We also assessed the number of high quality COI sequences that meet the standards developed between the INSDC and the Consortium for the Barcode of Life by looking for the BARCODE keyword in the GenBank record [11 (link)]. For each year from 2003–2017 [year], records in the NCBI nucleotide database containing COI BARCODE sequences were retrieved using the Entrez query "("CO1"[GENE] OR "COI"[GENE] OR "COX1"[GENE] OR "COXI"[GENE]) AND "Eukaryota"[ORGN] AND [year][PDAT] AND “BARCODE”[KYWD]) AND [species list]”. Fully identified and geotagged records were parsed as described above.
For our application example on freshwater biomonitoring, we retrieved a high-level list of relevant groups from Elbrecht and Leese (2017) to facilitate comparisons across studies [27 (link)]. Target freshwater taxa included: Annelida classes Clitellata and Polychaeta; Insecta (Arthropoda) orders Coleoptera, Diptera, Ephemeroptera, Megaloptera, Odonata, Plecoptera, and Trichoptera; Malacostraca (Arthropoda) orders Amphipoda and Isopoda; Mollusca classes Bivalvia and Gastropoda; and Platyhelminthes class Turbellaria. Within these groups there are likely to be non-freshwater taxa included, however, this method allowed us to quickly gauge the representation of freshwater taxa contained therein. These are also the same groupings often used to summarize results from COI freshwater biomonitoring assessments. A detailed look at specific freshwater taxa at finer taxonomic levels is beyond the scope of this paper and will be published elsewhere.
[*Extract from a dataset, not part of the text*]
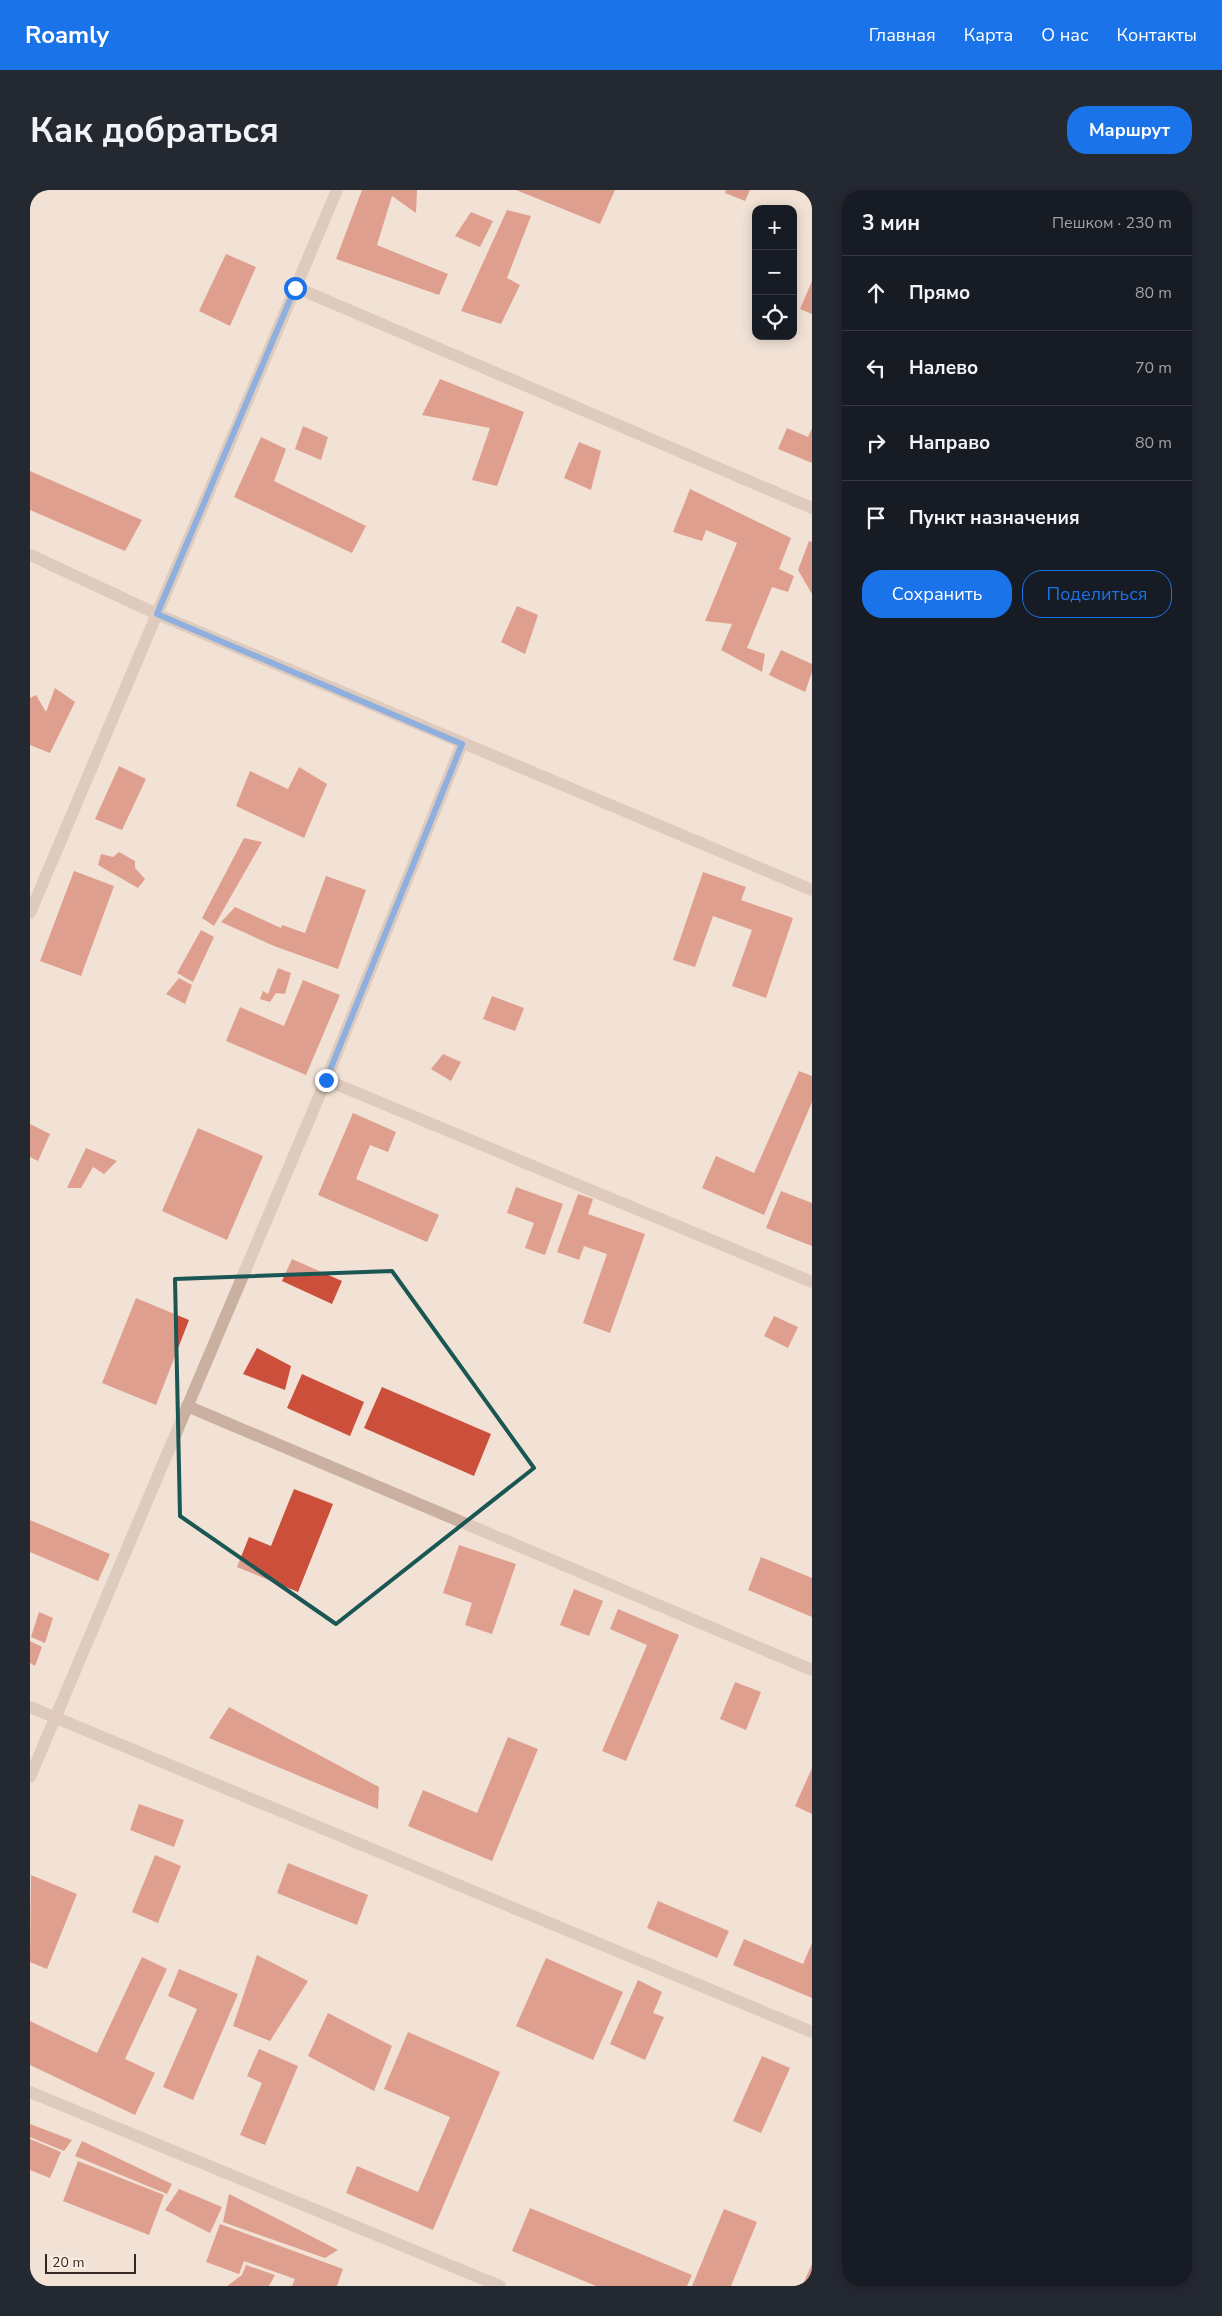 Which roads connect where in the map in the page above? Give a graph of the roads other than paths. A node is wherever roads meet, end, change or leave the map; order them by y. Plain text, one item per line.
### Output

For each freshwater target group we queried the NCBI taxonomy database for records identified to the species rank as described above. These taxon ids were concatenated and used to query the NCBI nucleotide database as described above. We assessed the representation of freshwater indicator taxa in the NCBI nucleotide database and level of annotation as described above.
For our application example on IUCN endangered animal species, we retrieved a list of endangered species names fromhttp://www.iucnredlist.org from all available years (1996, 2000, 2002–2004, 2006–2017) filtering the results for native Animalia species [Accessed Dec. 12, 2017]. We excluded insufficiently identified species containing the terms ‘affinis’, ‘sp.’, or ‘sp. nov.’, leaving us with a list of 4,289 endangered animal species as well as 2,089 synonyms. We submitted this combined list of species names to the ‘NCBI Taxonomy name/id Status Report Page’ (https://www.ncbi.nlm.nih.gov/Taxonomy/TaxIdentifier/tax_identifier.cgi ) and retrieved a list of 2,613 taxon ids. For each taxon id, we queried the NCBI taxonomy and nucleotide databases as described above.
To assess the number of COI records unique to the BOLD database compared with the NCBI nucleotide database, we also retrieved records from the BOLD Application Programming Interface (API) as well as from the data releases. Since the BOLD database contains records from several DNA barcode markers such as ITS rDNA for fungi and COI mtDNA for animals, it was necessary to target just the COI records. COI sequences were retrieved from the BOLD API (http://www.boldsystems.org/index.php/API_Public/sequence ?) using the terms ‘marker = COI-3P|COI-5P&taxon = ‘ for each Eukaryote phylum except for Arthropoda which was queried separately for each class, and Insecta which was queried separately for each order to enable the download of complete files [Accessed Apr. 26, 2018]. Lists of Eukaryote phyla, Arthropoda classes, and Insecta orders were retrieved from the BOLD taxonomy browser (http://www.boldsystems.org/index.php/TaxBrowser_Home ). COI records were also retrieved from the BOLD data releases (http://www.boldsystems.org/index.php/datarelease ). All available releases of animal COI records up to and including Release 6.50v1 were individually downloaded and parsed. Note that the records retrieved from the data releases may not be as current as those retrieved through the BOLD API.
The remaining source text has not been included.